[[ Exercise input open ]]

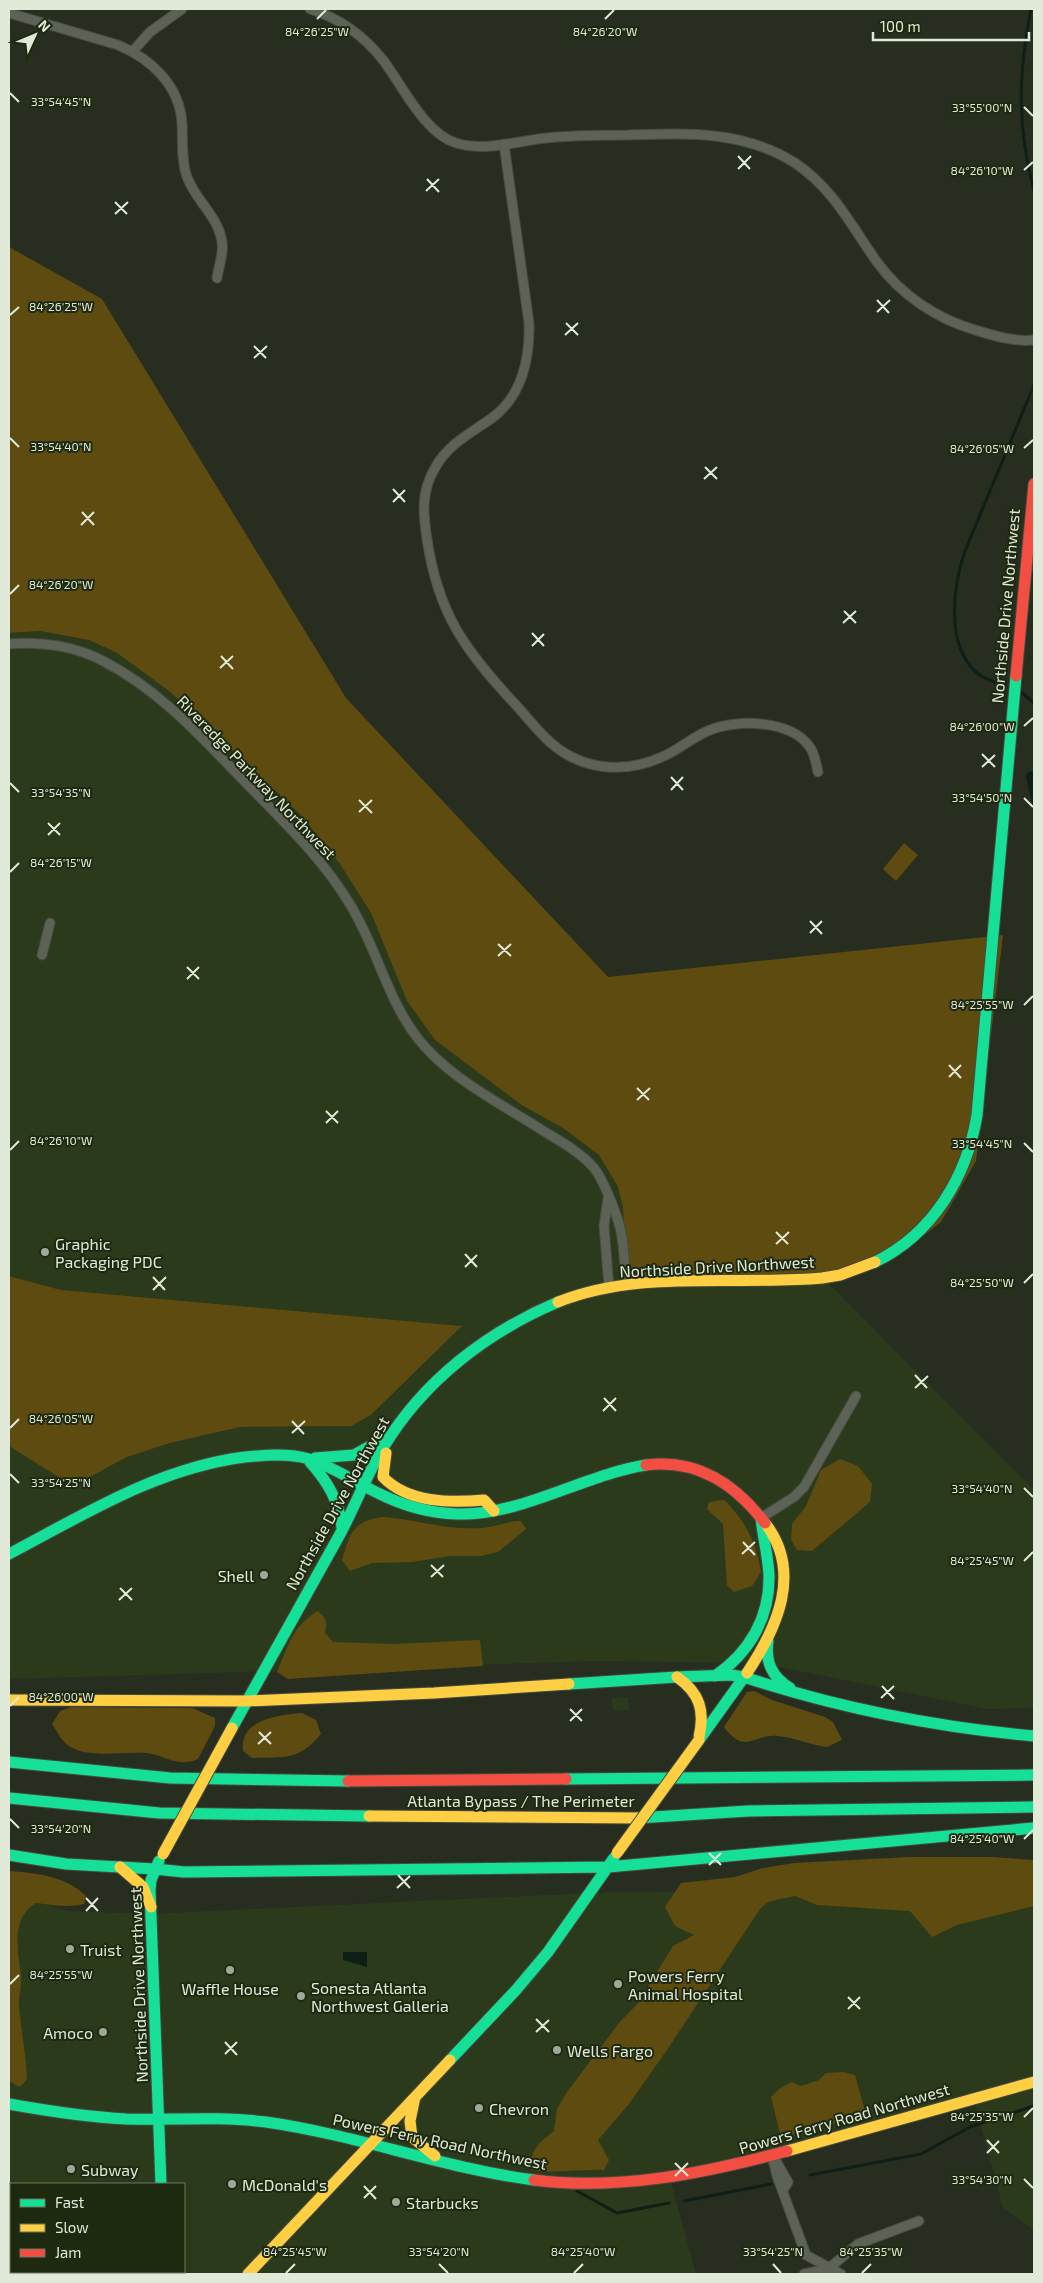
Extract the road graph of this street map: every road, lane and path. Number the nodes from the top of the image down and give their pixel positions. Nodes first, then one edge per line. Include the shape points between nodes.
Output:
1 (182, 9) edge
2 (310, 9) edge
3 (9, 14) edge
4 (133, 51) junction
5 (504, 144) junction
6 (217, 278) dead end
7 (1034, 340) edge
8 (1034, 484) edge
9 (9, 644) edge
10 (818, 772) dead end
11 (50, 923) dead end
12 (42, 956) dead end
13 (608, 1198) junction
14 (626, 1285) junction
15 (609, 1287) junction
16 (856, 1396) dead end
17 (393, 1433) junction
18 (306, 1459) junction
19 (364, 1486) junction
20 (494, 1511) junction
21 (761, 1518) junction
22 (342, 1530) junction
23 (9, 1554) edge
24 (768, 1642) junction
25 (714, 1676) junction
26 (677, 1677) junction
27 (744, 1677) junction
28 (806, 1697) junction
29 (9, 1700) edge
30 (247, 1701) junction
31 (1034, 1736) edge
32 (699, 1740) junction
33 (9, 1762) edge
34 (1034, 1775) edge
35 (9, 1798) edge
36 (1034, 1808) edge
37 (1034, 1828) edge
38 (9, 1855) edge
39 (120, 1867) junction
40 (608, 1867) junction
41 (155, 1869) junction
42 (151, 1907) junction
43 (1034, 2082) edge
44 (415, 2096) junction
45 (9, 2104) edge
46 (159, 2119) junction
47 (369, 2144) junction
48 (772, 2156) junction
49 (444, 2161) junction
50 (160, 2183) edge
51 (919, 2221) dead end
52 (828, 2269) junction
53 (248, 2274) edge
54 (804, 2274) edge
55 (841, 2274) edge

1 - 4 street via 150,32
2 - 5 street via 337,20 366,41 441,136 466,146
3 - 4 street
4 - 6 street via 159,71 176,98 182,121 186,176 221,237
5 - 7 street via 556,137 698,133 726,136 764,147 797,165 826,189 844,210 878,263 904,292 932,312 968,328 1003,339
5 - 10 street via 529,324 529,349 522,377 509,400 494,417 448,449 426,489 424,514 429,553 453,625 478,664 550,742 582,762 611,768 640,766 665,756 709,730 746,723 772,726 802,739 810,746
8 - 14 main road, Northside Drive Northwest via 977,1115 970,1151 956,1184 936,1213 911,1238 882,1258 847,1273 793,1280
9 - 13 street, Riveredge Parkway Northwest via 37,643 71,649 104,661 139,683 175,712 308,848 334,880 365,931 399,1010 425,1047 460,1077 582,1156 594,1168
11 - 12 street
13 - 14 street, Riveredge Parkway Northwest via 620,1225
13 - 15 street via 604,1226
14 - 15 main road, Northside Drive Northwest
15 - 17 main road, Northside Drive Northwest via 554,1303 506,1327 453,1366 419,1399
16 - 21 street via 804,1487
17 - 18 main road via 354,1456
17 - 19 main road, Northside Drive Northwest
17 - 20 main road via 383,1462 383,1476 394,1489 424,1499 484,1500
18 - 19 main road
18 - 22 main road via 336,1496
18 - 23 main road via 247,1457 165,1475 135,1487
19 - 20 main road via 389,1499 428,1510 458,1513
19 - 22 main road, Northside Drive Northwest
20 - 21 main road via 634,1467 671,1464 700,1470 724,1482 746,1498
21 - 24 main road via 778,1542 786,1586 782,1610
21 - 25 main road via 770,1577 766,1607 743,1652 731,1666
22 - 30 main road, Northside Drive Northwest
24 - 27 main road
24 - 28 main road via 766,1658 771,1671 784,1685
25 - 26 main road
25 - 27 main road
26 - 30 main road
26 - 32 main road via 694,1690 702,1705
27 - 28 main road
27 - 32 main road
28 - 31 main road via 950,1728
29 - 30 main road
30 - 41 main road, Northside Drive Northwest, bridge
32 - 40 main road, bridge
33 - 34 main road, Atlanta Bypass / The Perimeter via 170,1778 347,1781
35 - 36 main road, Atlanta Bypass / The Perimeter via 159,1813 640,1818 748,1811
37 - 40 main road
38 - 39 main road via 66,1864
39 - 41 main road
39 - 42 main road via 143,1887
40 - 41 main road via 184,1872
40 - 44 main road via 539,1963
41 - 42 main road, Northside Drive Northwest via 150,1890
42 - 46 main road, Northside Drive Northwest
43 - 48 main road, Powers Ferry Road Northwest
44 - 47 main road
44 - 49 main road via 410,2121 412,2138
45 - 46 main road, Powers Ferry Road Northwest via 72,2115
46 - 47 main road, Powers Ferry Road Northwest via 259,2121
46 - 50 main road, Northside Drive Northwest
47 - 49 main road, Powers Ferry Road Northwest
47 - 53 main road
48 - 49 main road, Powers Ferry Road Northwest via 683,2177 614,2183 520,2178
48 - 52 street via 788,2182 783,2190 806,2255
51 - 52 street via 858,2244
52 - 54 street
52 - 55 street

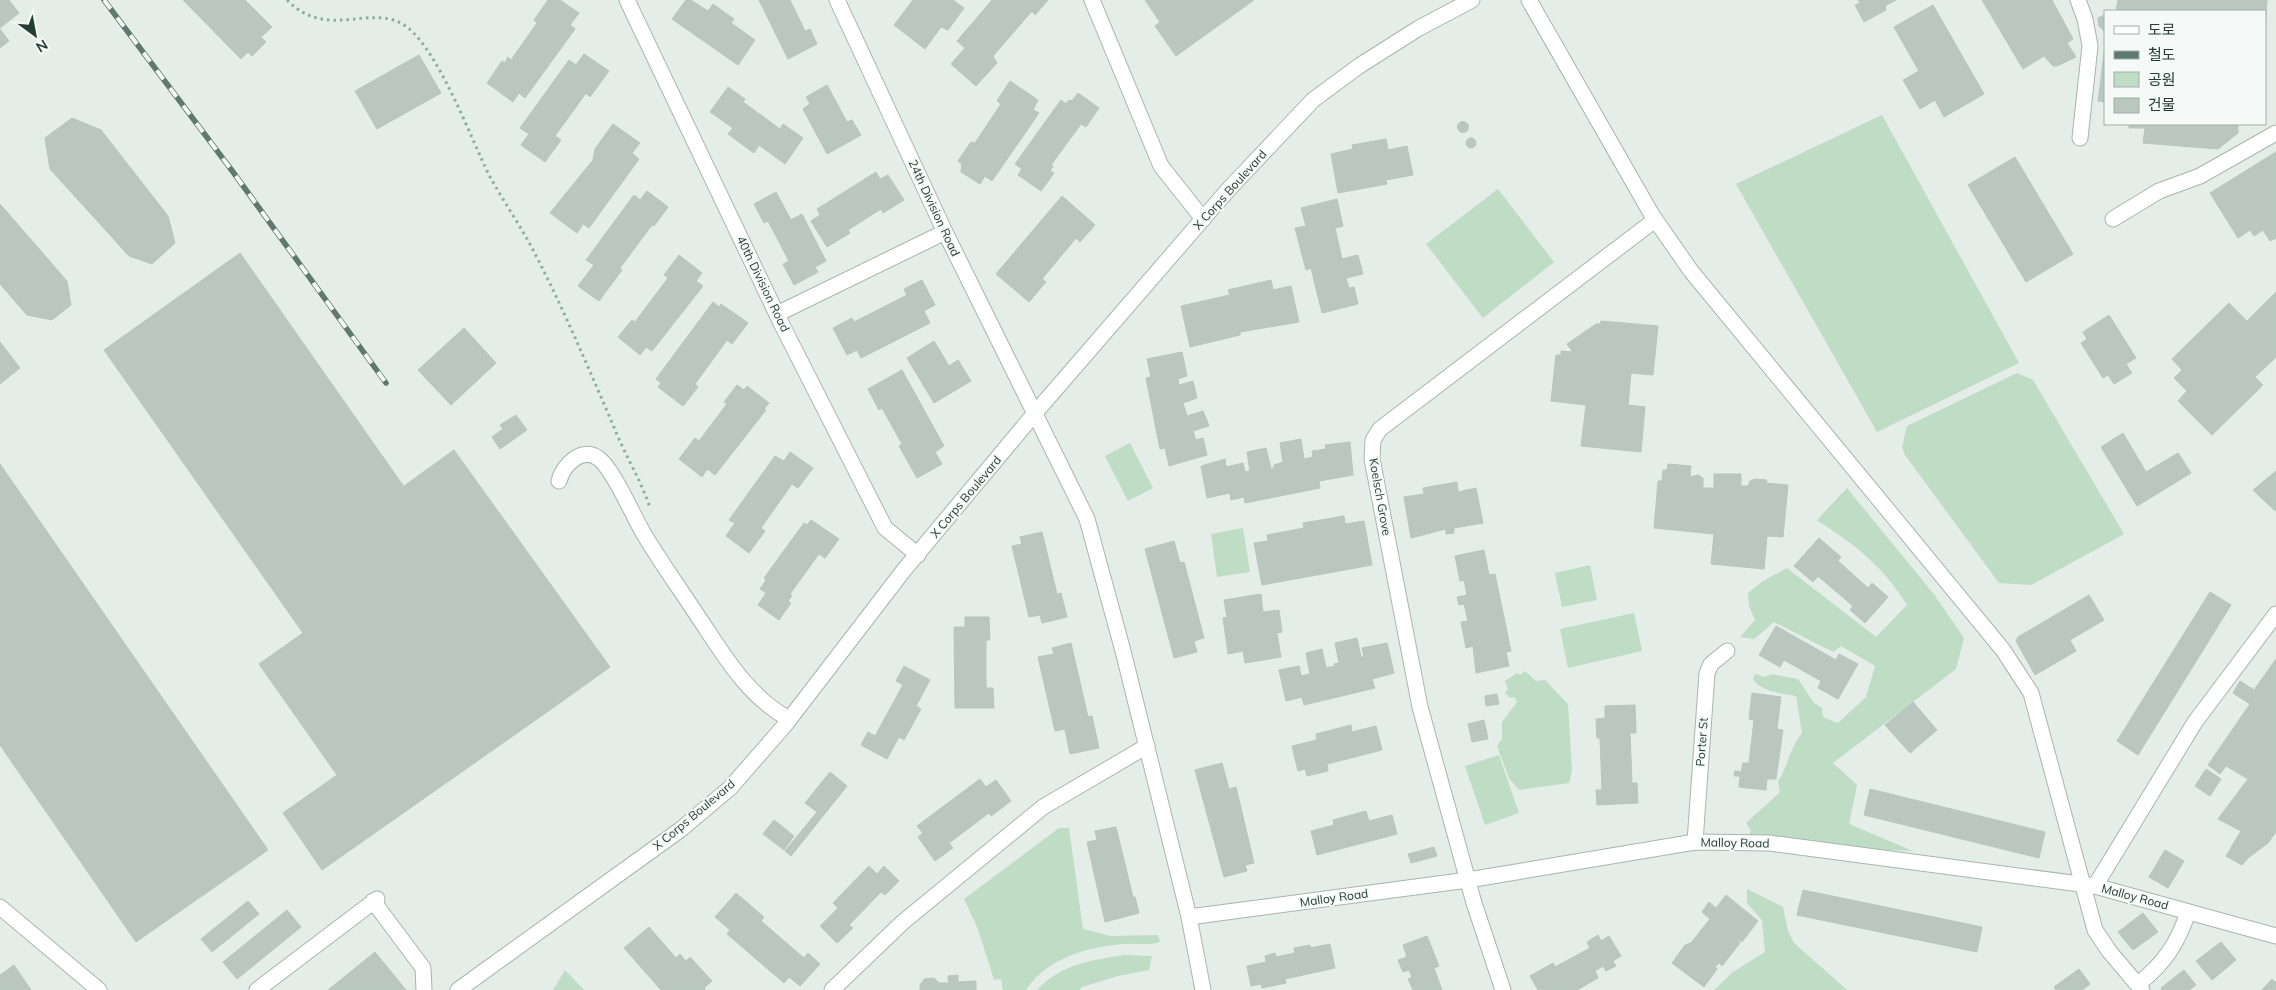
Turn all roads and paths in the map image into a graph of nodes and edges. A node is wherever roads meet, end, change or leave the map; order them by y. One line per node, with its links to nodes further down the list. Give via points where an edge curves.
1 (287, 0): 17 (path, via 305,15 317,19 391,19 407,27 431,56 490,176 531,246 569,323)
2 (627, 0): 14 (street, 40th Division Road)
3 (836, 0): 13 (street, 24th Division Road)
4 (1092, 0): 11 (street, via 1161,166)
5 (1472, 0): 11 (street, X Corps Boulevard, via 1419,28 1313,100)
6 (1529, 0): 12 (street)
7 (2078, 0): 9 (street, via 2087,27 2090,52)
8 (2276, 133): 10 (street, via 2200,176 2159,192)
9 (2080, 138)
10 (2113, 218)
11 (1203, 219): 15 (street, X Corps Boulevard)
12 (1655, 220): 24 (street, Koelsch Grove, via 1387,424 1373,440 1372,458 1420,706); 25 (street, via 1691,271 2003,650 2031,693)
13 (945, 232): 14 (street); 15 (street, 24th Division Road)
14 (776, 314): 18 (street, 40th Division Road, via 885,528)
15 (1035, 413): 18 (street, X Corps Boulevard); 22 (street, 24th Division Road, via 1087,519)
16 (559, 481): 21 (street, via 562,471 578,457 587,454 598,458 609,470 649,544 730,664 763,702)
17 (651, 511)
18 (918, 555): 21 (street, X Corps Boulevard)
19 (2276, 614): 25 (street, via 2195,722)
20 (1727, 651): 23 (street, Porter St, via 1711,664 1707,673)
21 (789, 719): 34 (street, X Corps Boulevard, via 730,788 680,830)
22 (1147, 746): 28 (street, 24th Division Road); 35 (street, via 1043,807 903,922)
23 (1695, 842): 24 (street, Malloy Road); 25 (street, Malloy Road, via 1769,843)
24 (1468, 880): 28 (street, Malloy Road); 37 (street, Koelsch Grove)
25 (2088, 885): 27 (street, Malloy Road); 30 (street, via 2096,930 2109,951)
26 (0, 906): 31 (street)
27 (2188, 912): 29 (street, Malloy Road); 30 (street, via 2176,945)
28 (1189, 917): 36 (street, 24th Division Road)
29 (2276, 936)
30 (2140, 987)
31 (99, 990)
32 (257, 990): 33 (street, via 375,900 423,968)
33 (424, 990)
34 (458, 990)
35 (832, 990)
36 (1203, 990)
37 (1503, 990)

[[ Exercise input closed ]]

(Exercise brief)
Using the records above, give the number of lines in which the word "Parkway" occurs, and nothing else.

(Written response)
2